From Staff and Wire Service Reports

 

The U.S. Supreme Court ruled yesterday that California customers of DirecTV cannot sue the satellite provider or bring class-wide claims in arbitration.

In a 6-3 decision, the justices said that DirecTV’s contracts can specifically prohibit customers from banding together to sue the company, even if California law in effect when the contract was signed provided otherwise.

It’s the latest in a series of high court rulings that favor the ability of businesses to limit their litigation costs by including mandatory arbitration in standard customer contracts. Consumer advocates say such agreements rob customers of any meaningful power to challenge corporate misconduct.
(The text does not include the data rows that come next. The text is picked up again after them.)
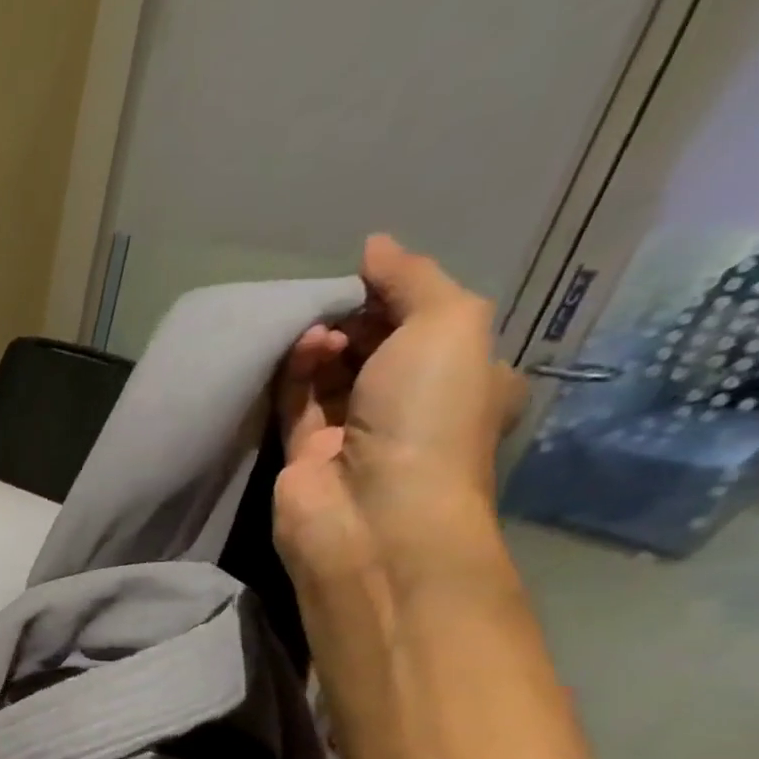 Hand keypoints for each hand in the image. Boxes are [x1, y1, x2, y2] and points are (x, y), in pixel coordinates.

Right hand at [275, 235, 525, 601]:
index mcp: (464, 376)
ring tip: (314, 331)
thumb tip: (373, 247)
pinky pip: (296, 403)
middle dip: (355, 318)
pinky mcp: (303, 455)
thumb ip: (411, 278)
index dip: (399, 294)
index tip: (370, 277)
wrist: (372, 511)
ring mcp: (353, 434)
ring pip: (331, 374)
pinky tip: (296, 350)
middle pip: (375, 347)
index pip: (429, 323)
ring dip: (322, 344)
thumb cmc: (428, 415)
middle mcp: (409, 406)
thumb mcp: (448, 323)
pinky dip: (293, 374)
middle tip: (335, 302)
Writing for the court, Justice Stephen Breyer said California law, as interpreted by the Court of Appeal in the case before the high court, is preempted by the Federal Arbitration Act, which lets companies require customer disputes to be settled one by one in arbitration.

The case began in 2008 when Amy Imburgia and Kathy Greiner filed class action lawsuits claiming that DirecTV wrongly charged them cancellation fees. At issue was language in the customer agreement that said contract disputes would be settled through arbitration unless “the law of your state” prevents it.

In this case, the Court of Appeal ruled, “the law of” California was that set forth in Discover Bank v. Superior Court (2005) 36 Cal.4th 148, which held that waivers of the right to class-wide arbitration violate the state’s public policy. Although the holding was overruled after Imburgia and Greiner signed their DirecTV contracts—in AT&T Mobility, LLC v. Concepcion (2011) 563 U.S. 333—it was part of the law by which Imburgia, Greiner, and DirecTV agreed to arbitrate, the Court of Appeal reasoned.

Breyer, however, saw it differently. He said language in the contract referring to state law means “valid state law.”

Just because the state law was valid at the time the contract was made did not matter if it became invalid later, he said.

Justice Clarence Thomas dissented, saying he does not believe federal arbitration law applies to proceedings in state courts.

Justice Ruth Bader Ginsburg issued a separate dissent, joined by Justice Sonia Sotomayor, saying that parties to a contract can choose to be bound by a particular state law, even if it is superseded by federal law.

Ginsburg said the majority opinion and previous ruling in favor of arbitration clauses “have predictably resulted in the deprivation of consumers’ rights to seek redress for losses.” As a result, she said powerful companies can impose contracts banning class action lawsuits “on people with little or no bargaining position.”